### [Instructions to follow]
Pictures aside, output each record exactly.

(Beginning of Task inputs)

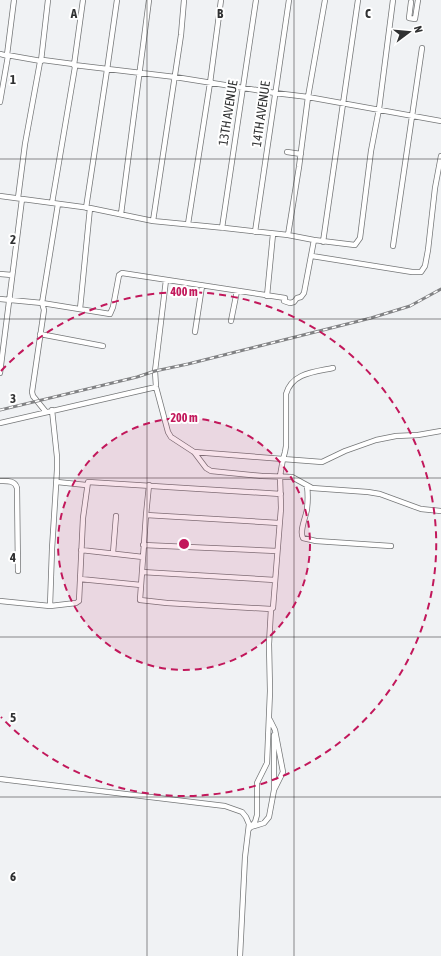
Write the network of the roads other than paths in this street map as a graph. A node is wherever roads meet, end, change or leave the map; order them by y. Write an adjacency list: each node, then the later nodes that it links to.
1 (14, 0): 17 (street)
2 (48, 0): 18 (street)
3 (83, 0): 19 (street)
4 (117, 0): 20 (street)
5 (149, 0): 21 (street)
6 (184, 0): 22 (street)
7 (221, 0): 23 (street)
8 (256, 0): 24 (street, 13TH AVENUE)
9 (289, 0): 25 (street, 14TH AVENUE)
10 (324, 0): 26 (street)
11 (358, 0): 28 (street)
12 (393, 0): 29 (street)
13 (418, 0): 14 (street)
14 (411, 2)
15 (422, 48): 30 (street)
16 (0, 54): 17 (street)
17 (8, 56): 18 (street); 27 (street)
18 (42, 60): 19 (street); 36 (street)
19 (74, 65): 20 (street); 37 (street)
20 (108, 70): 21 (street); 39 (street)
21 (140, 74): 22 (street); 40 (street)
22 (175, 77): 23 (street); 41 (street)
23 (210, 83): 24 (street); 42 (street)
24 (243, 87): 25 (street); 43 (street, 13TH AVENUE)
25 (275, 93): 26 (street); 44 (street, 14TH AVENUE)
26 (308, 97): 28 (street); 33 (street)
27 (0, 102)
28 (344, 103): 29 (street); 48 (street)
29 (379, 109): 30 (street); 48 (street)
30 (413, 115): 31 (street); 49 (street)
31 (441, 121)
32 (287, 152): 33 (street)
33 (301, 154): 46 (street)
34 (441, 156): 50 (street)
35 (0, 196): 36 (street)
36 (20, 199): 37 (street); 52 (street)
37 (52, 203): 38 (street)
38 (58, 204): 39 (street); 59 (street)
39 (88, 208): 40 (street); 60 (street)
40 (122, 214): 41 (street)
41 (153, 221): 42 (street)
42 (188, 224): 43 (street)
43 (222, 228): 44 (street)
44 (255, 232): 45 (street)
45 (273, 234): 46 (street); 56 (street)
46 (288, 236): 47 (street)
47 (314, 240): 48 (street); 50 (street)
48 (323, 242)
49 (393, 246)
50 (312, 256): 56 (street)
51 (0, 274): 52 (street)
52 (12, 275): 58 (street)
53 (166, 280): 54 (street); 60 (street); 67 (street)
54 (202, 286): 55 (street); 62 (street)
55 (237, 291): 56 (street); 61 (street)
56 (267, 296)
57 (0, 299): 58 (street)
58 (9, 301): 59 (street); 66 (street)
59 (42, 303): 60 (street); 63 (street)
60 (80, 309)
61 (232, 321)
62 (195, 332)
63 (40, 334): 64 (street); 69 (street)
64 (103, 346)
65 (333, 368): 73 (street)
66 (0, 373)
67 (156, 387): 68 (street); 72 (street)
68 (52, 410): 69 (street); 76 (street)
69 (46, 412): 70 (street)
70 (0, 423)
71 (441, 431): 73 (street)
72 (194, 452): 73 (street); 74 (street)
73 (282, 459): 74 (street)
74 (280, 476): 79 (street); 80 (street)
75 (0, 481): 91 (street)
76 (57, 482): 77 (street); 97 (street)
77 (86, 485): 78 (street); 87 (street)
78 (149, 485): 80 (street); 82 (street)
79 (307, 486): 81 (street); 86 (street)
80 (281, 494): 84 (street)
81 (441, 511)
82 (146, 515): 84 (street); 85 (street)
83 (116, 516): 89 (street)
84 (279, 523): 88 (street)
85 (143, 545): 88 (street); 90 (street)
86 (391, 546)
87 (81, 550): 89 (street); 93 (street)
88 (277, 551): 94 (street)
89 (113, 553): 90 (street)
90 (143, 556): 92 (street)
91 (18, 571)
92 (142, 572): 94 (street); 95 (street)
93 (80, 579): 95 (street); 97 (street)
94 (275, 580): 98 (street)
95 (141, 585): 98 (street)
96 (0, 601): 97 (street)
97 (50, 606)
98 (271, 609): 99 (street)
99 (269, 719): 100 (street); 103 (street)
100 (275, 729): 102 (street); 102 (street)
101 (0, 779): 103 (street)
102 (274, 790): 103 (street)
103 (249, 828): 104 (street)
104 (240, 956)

(End of Task inputs)

### [Answer section]
Write the network of the roads other than paths in this street map as a graph. A node is wherever roads meet, end, change or leave the map; order them by y. Write an adjacency list: each node, then the later nodes that it links to.
1 (14, 0): 17 (street)
2 (48, 0): 18 (street)
3 (83, 0): 19 (street)
4 (117, 0): 20 (street)
5 (149, 0): 21 (street)
6 (184, 0): 22 (street)
7 (221, 0): 23 (street)
8 (256, 0): 24 (street, 13TH AVENUE)
9 (289, 0): 25 (street, 14TH AVENUE)
10 (324, 0): 26 (street)
11 (358, 0): 28 (street)
12 (393, 0): 29 (street)
13 (418, 0): 14 (street)
14 (411, 2)
15 (422, 48): 30 (street)
16 (0, 54): 17 (street)
17 (8, 56): 18 (street); 27 (street)
18 (42, 60): 19 (street); 36 (street)
19 (74, 65): 20 (street); 37 (street)
20 (108, 70): 21 (street); 39 (street)
21 (140, 74): 22 (street); 40 (street)
22 (175, 77): 23 (street); 41 (street)
23 (210, 83): 24 (street); 42 (street)
24 (243, 87): 25 (street); 43 (street, 13TH AVENUE)
25 (275, 93): 26 (street); 44 (street, 14TH AVENUE)
26 (308, 97): 28 (street); 33 (street)
27 (0, 102)
28 (344, 103): 29 (street); 48 (street)
29 (379, 109): 30 (street); 48 (street)
30 (413, 115): 31 (street); 49 (street)
31 (441, 121)
32 (287, 152): 33 (street)
33 (301, 154): 46 (street)
34 (441, 156): 50 (street)
35 (0, 196): 36 (street)
36 (20, 199): 37 (street); 52 (street)
37 (52, 203): 38 (street)
38 (58, 204): 39 (street); 59 (street)
39 (88, 208): 40 (street); 60 (street)
40 (122, 214): 41 (street)
41 (153, 221): 42 (street)
42 (188, 224): 43 (street)
43 (222, 228): 44 (street)
44 (255, 232): 45 (street)
45 (273, 234): 46 (street); 56 (street)
46 (288, 236): 47 (street)
47 (314, 240): 48 (street); 50 (street)
48 (323, 242)
49 (393, 246)
50 (312, 256): 56 (street)
51 (0, 274): 52 (street)
52 (12, 275): 58 (street)
53 (166, 280): 54 (street); 60 (street); 67 (street)
54 (202, 286): 55 (street); 62 (street)
55 (237, 291): 56 (street); 61 (street)
56 (267, 296)
57 (0, 299): 58 (street)
58 (9, 301): 59 (street); 66 (street)
59 (42, 303): 60 (street); 63 (street)
60 (80, 309)
61 (232, 321)
62 (195, 332)
63 (40, 334): 64 (street); 69 (street)
64 (103, 346)
65 (333, 368): 73 (street)
66 (0, 373)
67 (156, 387): 68 (street); 72 (street)
68 (52, 410): 69 (street); 76 (street)
69 (46, 412): 70 (street)
70 (0, 423)
71 (441, 431): 73 (street)
72 (194, 452): 73 (street); 74 (street)
73 (282, 459): 74 (street)
74 (280, 476): 79 (street); 80 (street)
75 (0, 481): 91 (street)
76 (57, 482): 77 (street); 97 (street)
77 (86, 485): 78 (street); 87 (street)
78 (149, 485): 80 (street); 82 (street)
79 (307, 486): 81 (street); 86 (street)
80 (281, 494): 84 (street)
81 (441, 511)
82 (146, 515): 84 (street); 85 (street)
83 (116, 516): 89 (street)
84 (279, 523): 88 (street)
85 (143, 545): 88 (street); 90 (street)
86 (391, 546)
87 (81, 550): 89 (street); 93 (street)
88 (277, 551): 94 (street)
89 (113, 553): 90 (street)
90 (143, 556): 92 (street)
91 (18, 571)
92 (142, 572): 94 (street); 95 (street)
93 (80, 579): 95 (street); 97 (street)
94 (275, 580): 98 (street)
95 (141, 585): 98 (street)
96 (0, 601): 97 (street)
97 (50, 606)
98 (271, 609): 99 (street)
99 (269, 719): 100 (street); 103 (street)
100 (275, 729): 102 (street); 102 (street)
101 (0, 779): 103 (street)
102 (274, 790): 103 (street)
103 (249, 828): 104 (street)
104 (240, 956)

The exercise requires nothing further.